The commissariat department was left to my mother, and it often required a great knowledge of figures, and something more, to make the appropriations meet the expenditures. As she had no one else with whom to consult, she early acquired the habit of taking counsel with her oldest boy Frank, and Frank as early learned to give it, whether he understood the merits of the case or not.

I furnished my mother with a good deal of information concerning the outside world, of which she must have remained in ignorance but for me. I knew the prices of a given article at twenty different shops; and if a "cheap shop" was opened in town, I as good as telegraphed it to my mother, as soon as the notice was up.

After the wages were paid on Saturday evening, about seven o'clock, I often had one of the hardest day's works in the week to do, running all over town till near midnight. But I always did it readily and cheerfully. I never felt the labor hard, because it was for my mother, whom I intensely loved, which made it a pleasure to do anything to lighten her labors. I went up and down the dark lanes and alleys, and through the midst of crowded thoroughfares where thieves and pickpockets are said to abound, but never lost anything by them. I bought all sorts of things here and there, had all sorts of packages in my pockets, and under my arms, and in my hands, but when I got home I never missed one.

Thus the careless, joyous days of boyhood I never knew.

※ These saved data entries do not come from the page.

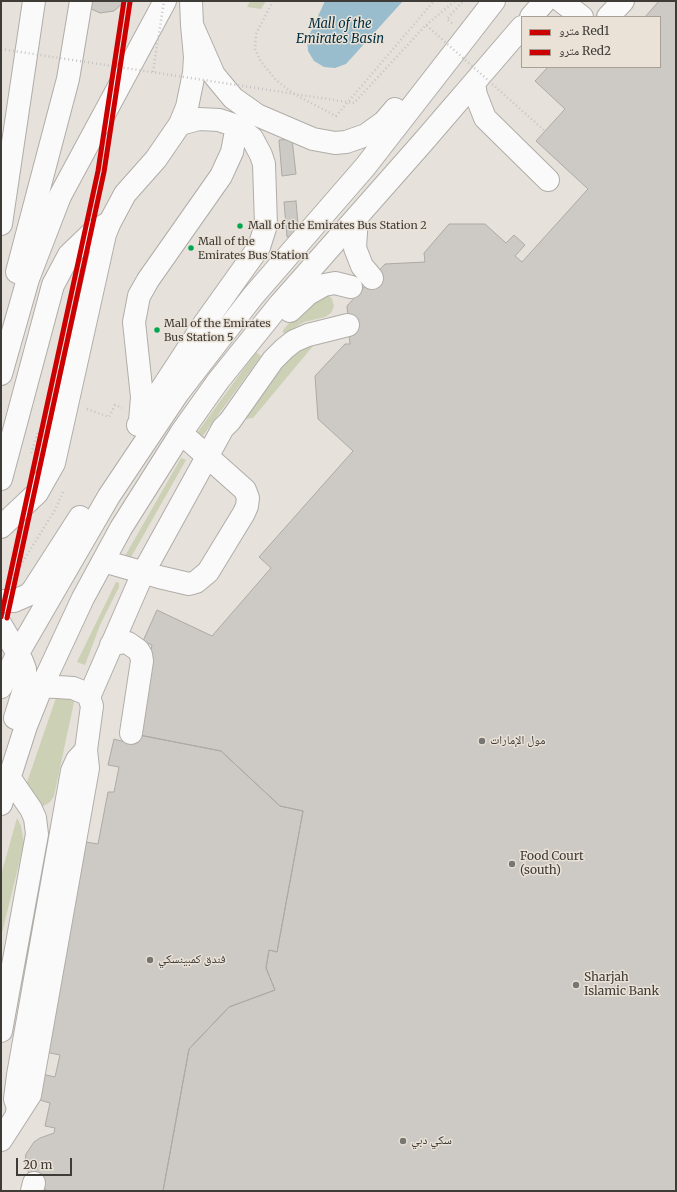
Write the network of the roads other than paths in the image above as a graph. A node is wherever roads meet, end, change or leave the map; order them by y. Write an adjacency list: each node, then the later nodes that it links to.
1 (34, 1): 23 (main road)
2 (81, 1): 29 (main road)
3 (165, 1): 30 (main road)
4 (191, 1): 12 (main road)
5 (494, 1): 14 (main road)
6 (545, 1): 9 (main road)
7 (561, 1): 10 (main road)
8 (623, 1): 11 (main road)
9 (532, 16)
10 (581, 16)
11 (609, 16)
12 (192, 25): 14 (main road); 17 (main road)
13 (521, 28): 15 (main road)
14 (469, 32): 24 (main road)
15 (474, 83): 16 (main road); 18 (main road)
16 (484, 118): 18 (main road); 20 (main road)
17 (180, 124): 19 (main road); 22 (main road)
18 (438, 124): 21 (main road)
19 (237, 126): 31 (main road); 31 (main road)
20 (548, 180)
21 (357, 217): 25 (main road); 26 (main road)
22 (110, 222): 34 (main road); 35 (main road)
23 (1, 224)
24 (309, 232): 25 (main road); 41 (main road)
25 (324, 254): 28 (main road); 28 (main road)
26 (372, 278)
27 (348, 325): 33 (main road)
28 (256, 333): 32 (main road)
29 (1, 334)
30 (1, 374)
31 (133, 416): 38 (main road)
32 (181, 433): 33 (main road); 36 (main road)
33 (211, 458): 37 (main road); 37 (main road)
34 (1, 479)
35 (1, 528)
36 (103, 561): 37 (main road); 42 (main road)
37 (148, 574): 40 (main road)
38 (1, 601)
39 (1, 625): 41 (main road)
40 (111, 645): 44 (main road); 45 (main road)
41 (18, 653): 43 (main road); 47 (main road)
42 (42, 686): 44 (main road); 47 (main road)
43 (1, 687)
44 (88, 697): 46 (main road)
45 (131, 733)
46 (86, 750): 50 (main road); 51 (main road)
47 (5, 767): 48 (main road); 49 (main road)
48 (1, 804)
49 (1, 1031)
50 (9, 1072): 51 (main road)
51 (10, 1113): 52 (main road)
52 (1, 1140)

Instead of spinning tops, I was always thinking of how to turn a penny for mother; and instead of playing marbles, I was rambling over the market to see where potatoes were cheapest, and where the largest bunches of radishes could be obtained for a halfpenny.

Since I could not become a man, I concluded to become an errand-boy, and help mother with my wages. That was decidedly preferable to the absolute government to which I was subjected in school. I had read not a little history and not a few novels, but had never met with anything so intensely arbitrary as "our school."

I obtained a situation in an extensive boot and shoe manufactory in the city, and I found the proprietor a kind old man. He never once found fault with me all the time I was with him. Kindness has more power than stripes. Bring flowers to his grave, because he was kind! I think he must have loved the Lord Jesus Christ, because he was kind; but I know not what his creed was, nor whether he had any creed at all. I thought him one of the best of Christians because he was kind. I have since studied theology, and the original Scriptures, and Exegesis, and the German commentators, and learned more of the value of creeds; but I still look for Christianity under the garb of kindness.

My employer had risen from small beginnings till he had become a rich man, and was then a member of the city government. To each of his two sons he had given a classical education, and for the eldest he had succeeded in obtaining a commission in the army. While I was there he returned home temporarily, a captain in charge of a recruiting depot.

His other son had been educated for the law, but fell into intemperate habits, and all the efforts of his father and brother to reform him were unavailing. He finally enlisted in the East Indian artillery, and there was in York the unexampled sight of one brother a captain in Wellington's army, and the other a private in the service of the East India Company.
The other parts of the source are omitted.